*** Block opens ***

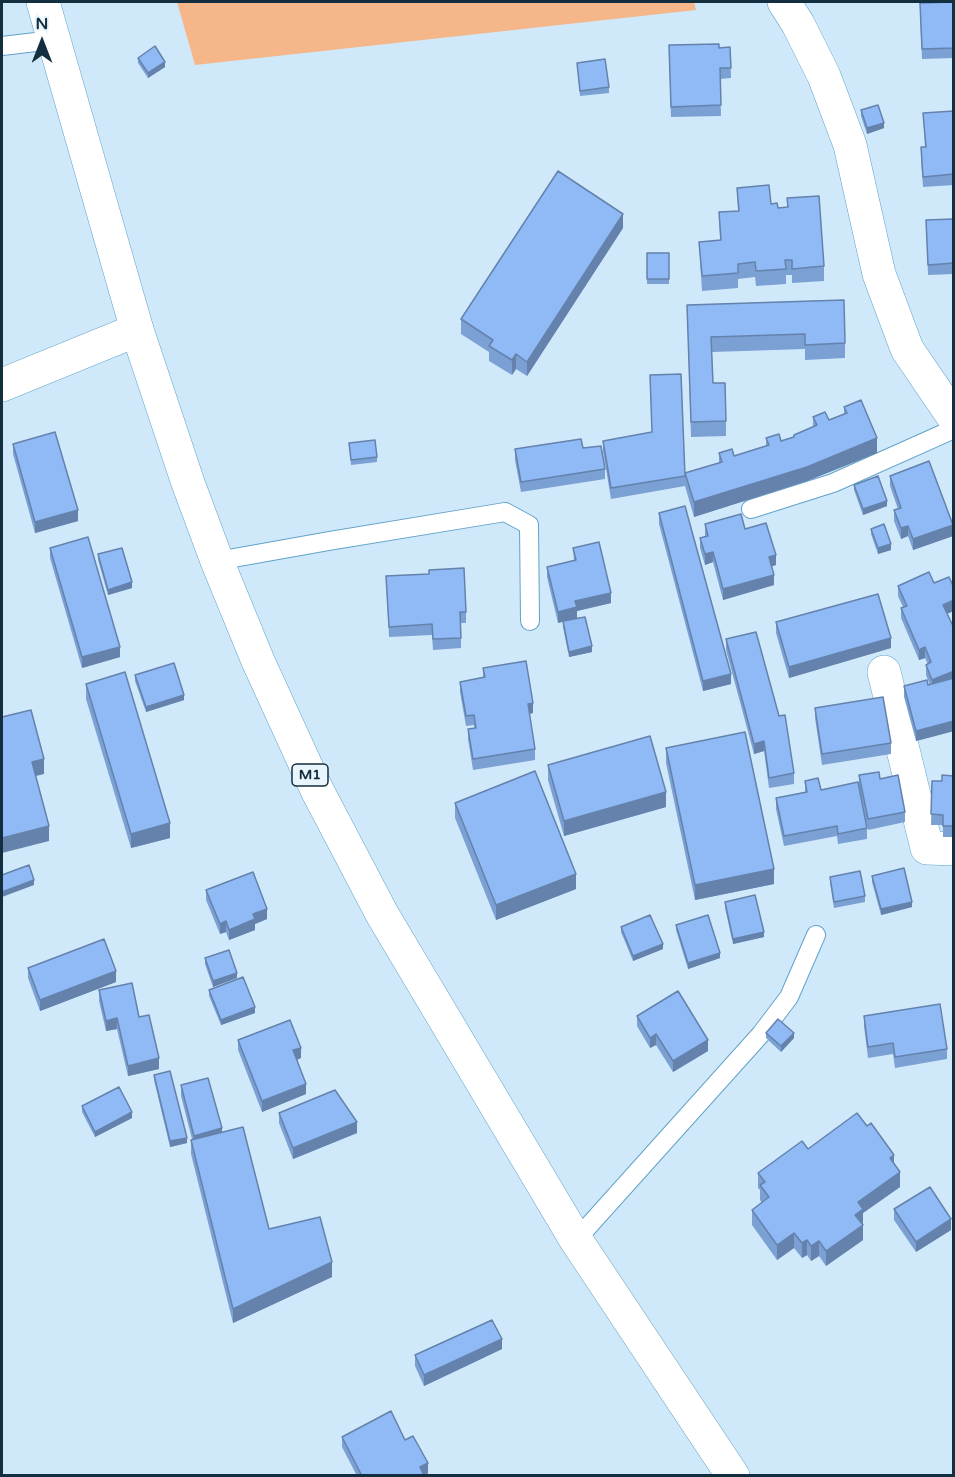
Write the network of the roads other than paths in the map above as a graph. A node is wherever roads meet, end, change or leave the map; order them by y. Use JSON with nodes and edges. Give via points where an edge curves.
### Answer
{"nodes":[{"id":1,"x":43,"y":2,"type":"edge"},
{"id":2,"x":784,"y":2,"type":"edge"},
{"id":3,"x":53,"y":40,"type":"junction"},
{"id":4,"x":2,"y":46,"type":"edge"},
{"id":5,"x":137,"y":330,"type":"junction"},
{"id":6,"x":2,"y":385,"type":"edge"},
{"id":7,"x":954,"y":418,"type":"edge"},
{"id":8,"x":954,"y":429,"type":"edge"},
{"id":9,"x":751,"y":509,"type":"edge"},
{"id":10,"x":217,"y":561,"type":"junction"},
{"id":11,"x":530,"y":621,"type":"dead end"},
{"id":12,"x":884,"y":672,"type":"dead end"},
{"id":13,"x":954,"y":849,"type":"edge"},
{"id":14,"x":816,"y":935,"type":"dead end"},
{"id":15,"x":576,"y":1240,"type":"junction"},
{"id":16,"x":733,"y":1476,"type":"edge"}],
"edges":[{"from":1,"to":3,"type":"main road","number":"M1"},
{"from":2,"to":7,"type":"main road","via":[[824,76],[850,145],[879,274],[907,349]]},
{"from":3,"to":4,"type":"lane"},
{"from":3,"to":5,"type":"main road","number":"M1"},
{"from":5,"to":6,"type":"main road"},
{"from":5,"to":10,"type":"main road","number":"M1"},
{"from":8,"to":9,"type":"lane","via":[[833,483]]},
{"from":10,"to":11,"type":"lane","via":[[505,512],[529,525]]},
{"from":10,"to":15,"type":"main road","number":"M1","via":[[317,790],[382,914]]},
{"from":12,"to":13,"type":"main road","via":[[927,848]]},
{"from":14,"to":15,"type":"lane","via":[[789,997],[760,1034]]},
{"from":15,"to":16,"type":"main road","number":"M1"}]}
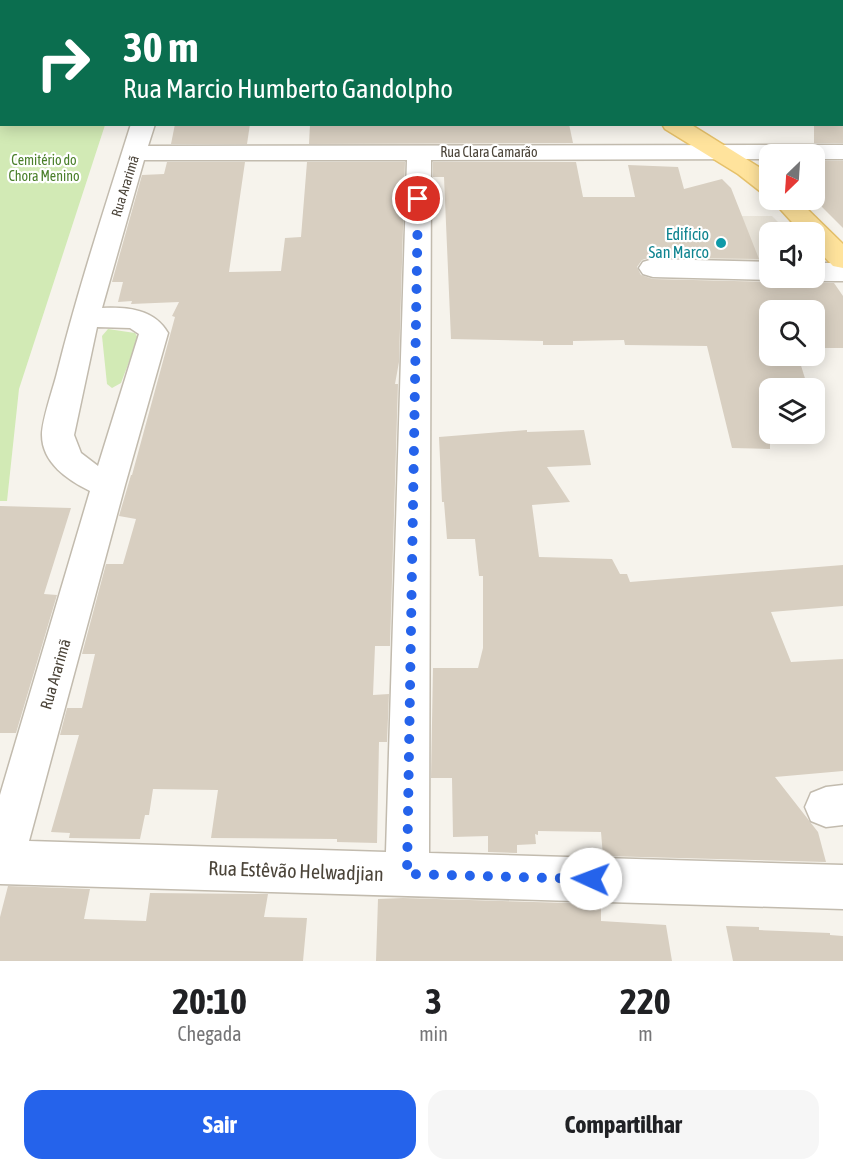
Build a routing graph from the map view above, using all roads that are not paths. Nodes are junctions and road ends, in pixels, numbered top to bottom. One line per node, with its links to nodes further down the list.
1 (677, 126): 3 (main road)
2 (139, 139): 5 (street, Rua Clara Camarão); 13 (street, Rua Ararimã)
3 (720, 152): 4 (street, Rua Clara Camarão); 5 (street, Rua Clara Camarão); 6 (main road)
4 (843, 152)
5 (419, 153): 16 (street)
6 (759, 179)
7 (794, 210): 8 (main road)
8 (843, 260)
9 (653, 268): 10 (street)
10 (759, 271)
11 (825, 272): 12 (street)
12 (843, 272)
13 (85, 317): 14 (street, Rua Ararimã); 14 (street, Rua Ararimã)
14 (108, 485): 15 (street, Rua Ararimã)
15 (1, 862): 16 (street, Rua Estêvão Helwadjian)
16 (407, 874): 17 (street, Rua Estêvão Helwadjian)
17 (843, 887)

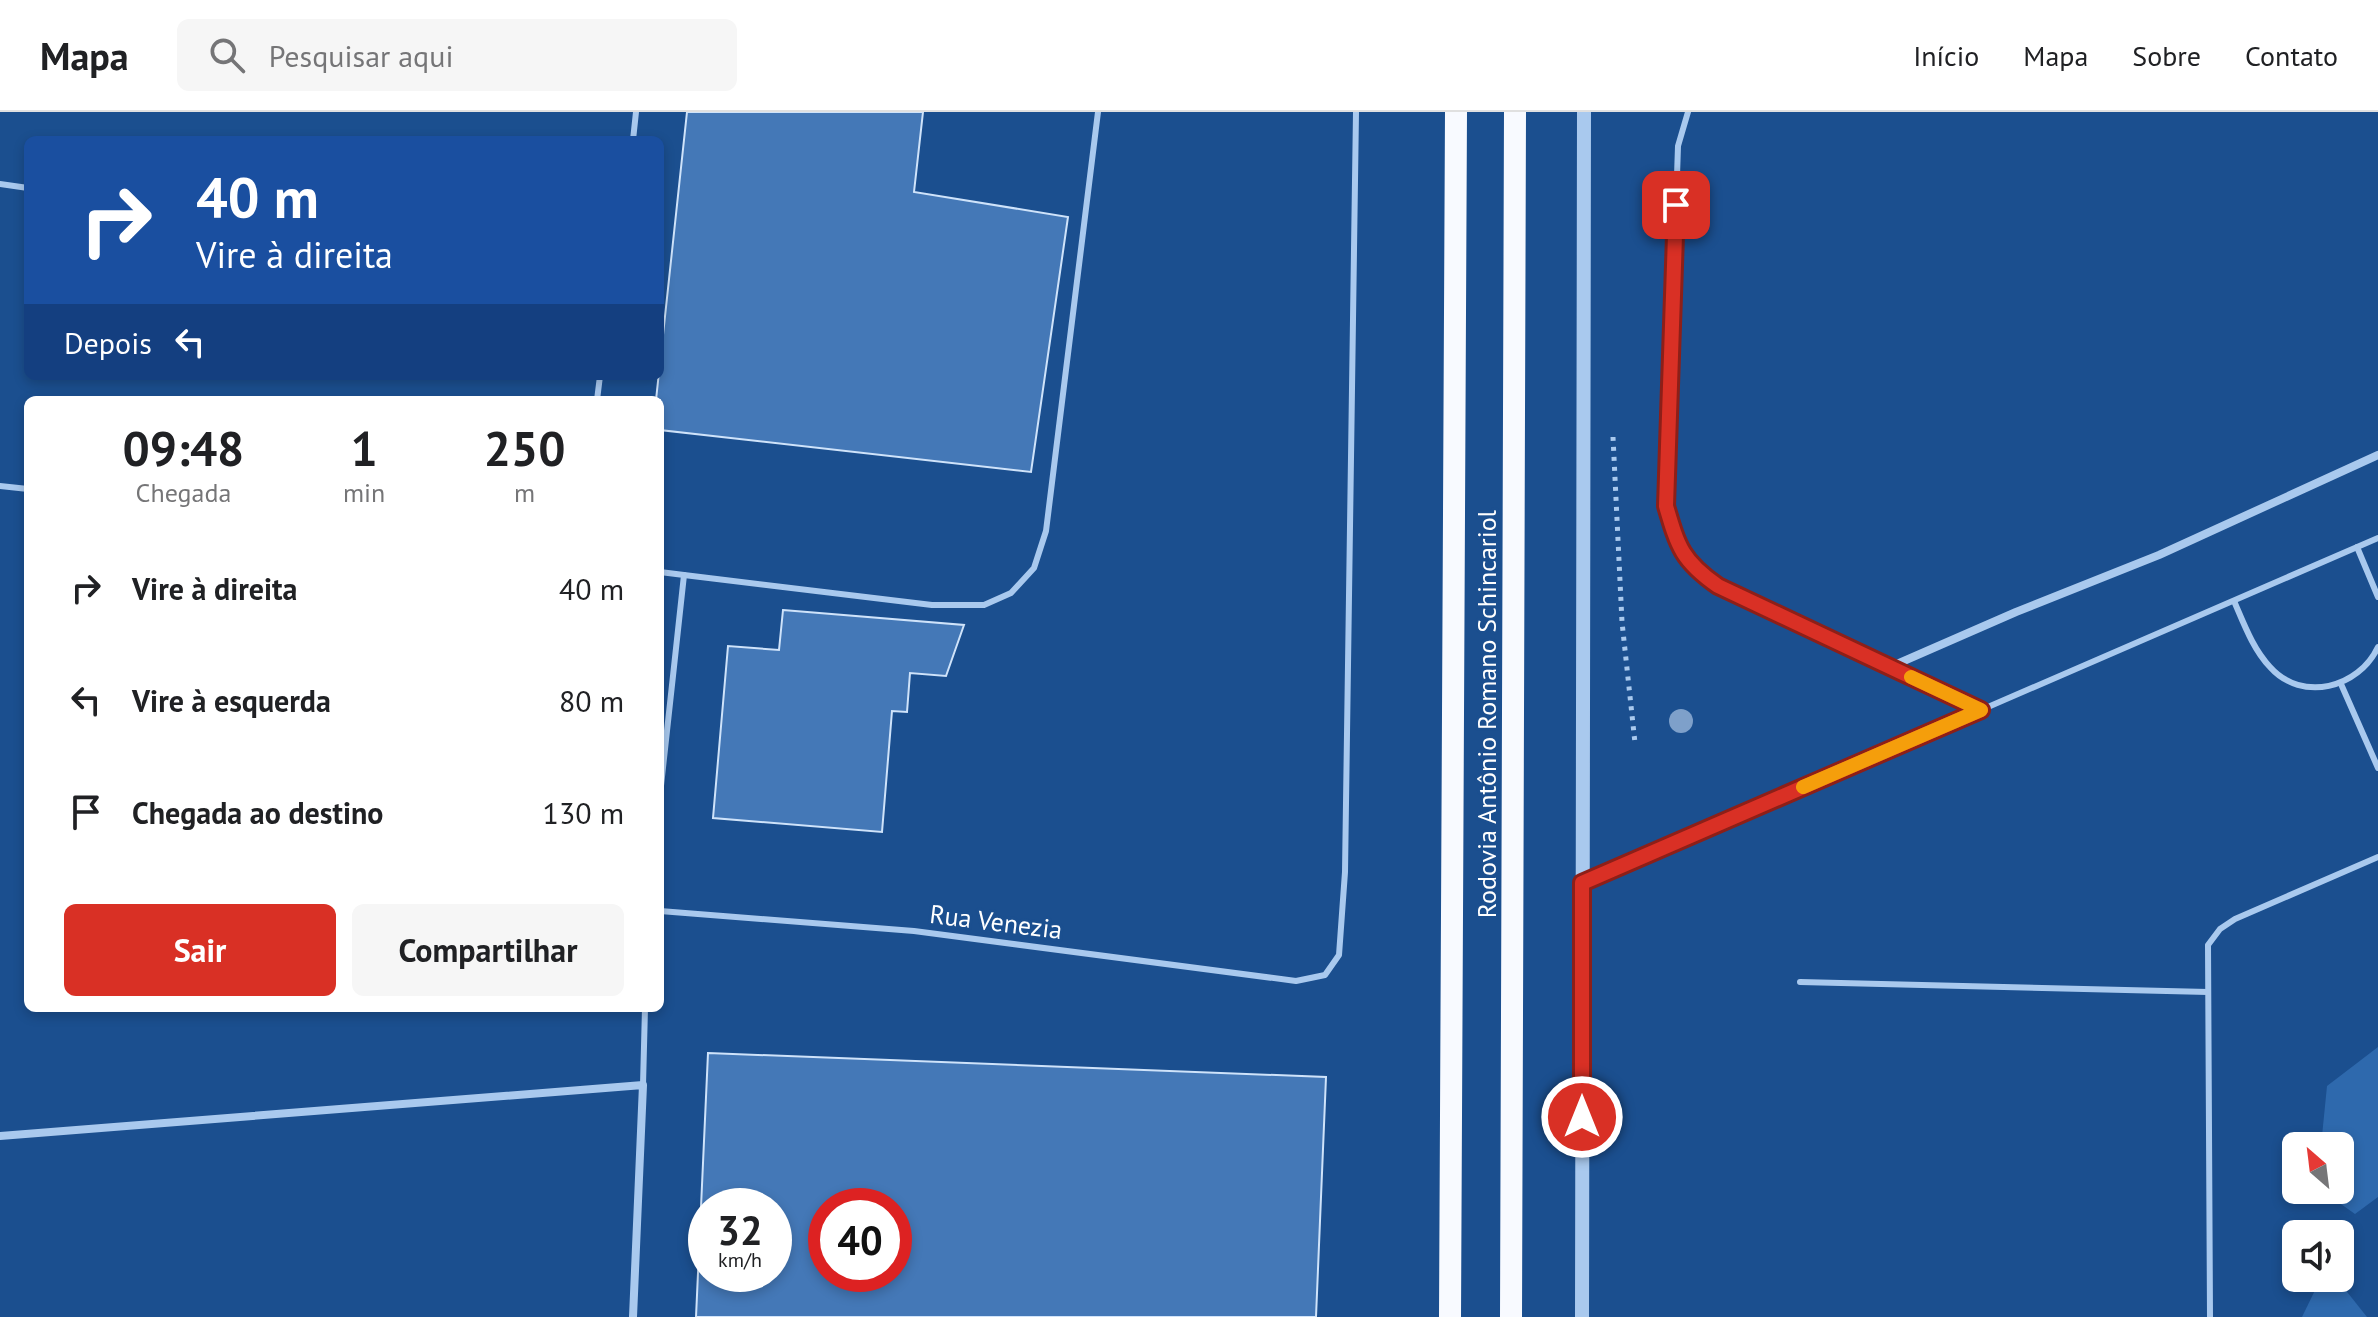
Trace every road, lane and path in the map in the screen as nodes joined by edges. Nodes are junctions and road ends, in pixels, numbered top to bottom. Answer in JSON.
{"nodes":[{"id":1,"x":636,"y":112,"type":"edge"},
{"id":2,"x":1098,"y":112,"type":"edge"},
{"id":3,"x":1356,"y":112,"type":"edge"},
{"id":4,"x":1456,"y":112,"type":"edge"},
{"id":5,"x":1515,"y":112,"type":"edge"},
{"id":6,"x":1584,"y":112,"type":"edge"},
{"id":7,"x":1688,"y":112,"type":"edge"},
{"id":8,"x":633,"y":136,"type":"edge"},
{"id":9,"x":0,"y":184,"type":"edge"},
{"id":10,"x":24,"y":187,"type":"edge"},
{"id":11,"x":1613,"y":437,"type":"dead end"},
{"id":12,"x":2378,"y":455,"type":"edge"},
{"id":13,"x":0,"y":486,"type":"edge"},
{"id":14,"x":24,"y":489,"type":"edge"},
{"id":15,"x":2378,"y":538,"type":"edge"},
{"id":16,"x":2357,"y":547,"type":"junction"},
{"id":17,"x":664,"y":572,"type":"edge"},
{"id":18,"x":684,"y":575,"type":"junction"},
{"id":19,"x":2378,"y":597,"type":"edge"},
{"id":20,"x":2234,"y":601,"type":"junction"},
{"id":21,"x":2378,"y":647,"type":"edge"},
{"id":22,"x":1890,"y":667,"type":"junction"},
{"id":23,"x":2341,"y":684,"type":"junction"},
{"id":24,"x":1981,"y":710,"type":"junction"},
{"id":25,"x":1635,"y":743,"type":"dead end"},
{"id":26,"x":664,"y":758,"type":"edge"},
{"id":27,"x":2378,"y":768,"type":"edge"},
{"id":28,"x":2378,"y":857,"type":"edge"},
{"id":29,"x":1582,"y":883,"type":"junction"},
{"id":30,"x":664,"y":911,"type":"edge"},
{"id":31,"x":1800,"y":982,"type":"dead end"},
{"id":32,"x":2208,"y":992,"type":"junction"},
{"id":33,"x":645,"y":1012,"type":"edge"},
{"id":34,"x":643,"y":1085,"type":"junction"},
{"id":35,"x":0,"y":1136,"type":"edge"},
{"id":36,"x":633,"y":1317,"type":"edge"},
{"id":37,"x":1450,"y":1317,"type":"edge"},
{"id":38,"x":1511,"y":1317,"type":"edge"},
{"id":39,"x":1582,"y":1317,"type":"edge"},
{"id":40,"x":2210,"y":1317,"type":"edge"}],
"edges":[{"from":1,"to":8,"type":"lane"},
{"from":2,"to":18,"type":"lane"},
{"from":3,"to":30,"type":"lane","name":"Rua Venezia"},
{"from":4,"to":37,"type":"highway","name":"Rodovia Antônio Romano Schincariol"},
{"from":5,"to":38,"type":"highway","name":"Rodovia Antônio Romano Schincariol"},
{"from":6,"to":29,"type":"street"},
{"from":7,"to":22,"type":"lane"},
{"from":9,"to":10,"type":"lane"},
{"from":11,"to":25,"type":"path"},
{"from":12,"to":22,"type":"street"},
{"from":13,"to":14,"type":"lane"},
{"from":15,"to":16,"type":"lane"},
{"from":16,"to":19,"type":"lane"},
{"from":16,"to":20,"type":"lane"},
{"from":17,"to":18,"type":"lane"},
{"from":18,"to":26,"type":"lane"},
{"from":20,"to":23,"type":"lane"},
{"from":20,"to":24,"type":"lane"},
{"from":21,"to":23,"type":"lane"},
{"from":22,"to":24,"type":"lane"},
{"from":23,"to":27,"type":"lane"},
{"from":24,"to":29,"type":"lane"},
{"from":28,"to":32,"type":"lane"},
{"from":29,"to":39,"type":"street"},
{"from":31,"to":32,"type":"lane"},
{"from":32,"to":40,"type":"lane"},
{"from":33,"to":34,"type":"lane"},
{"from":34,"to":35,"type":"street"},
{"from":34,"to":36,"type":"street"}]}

*** Block closes ***

Exercise description:
Every line of the listing above that includes "dead" should be copied out.

Written answer:
{"id":11,"x":530,"y":621,"type":"dead end"},
{"id":12,"x":884,"y":672,"type":"dead end"},
{"id":14,"x":816,"y":935,"type":"dead end"},
{"id":11,"x":1613,"y":437,"type":"dead end"},
{"id":25,"x":1635,"y":743,"type":"dead end"},
{"id":31,"x":1800,"y":982,"type":"dead end"},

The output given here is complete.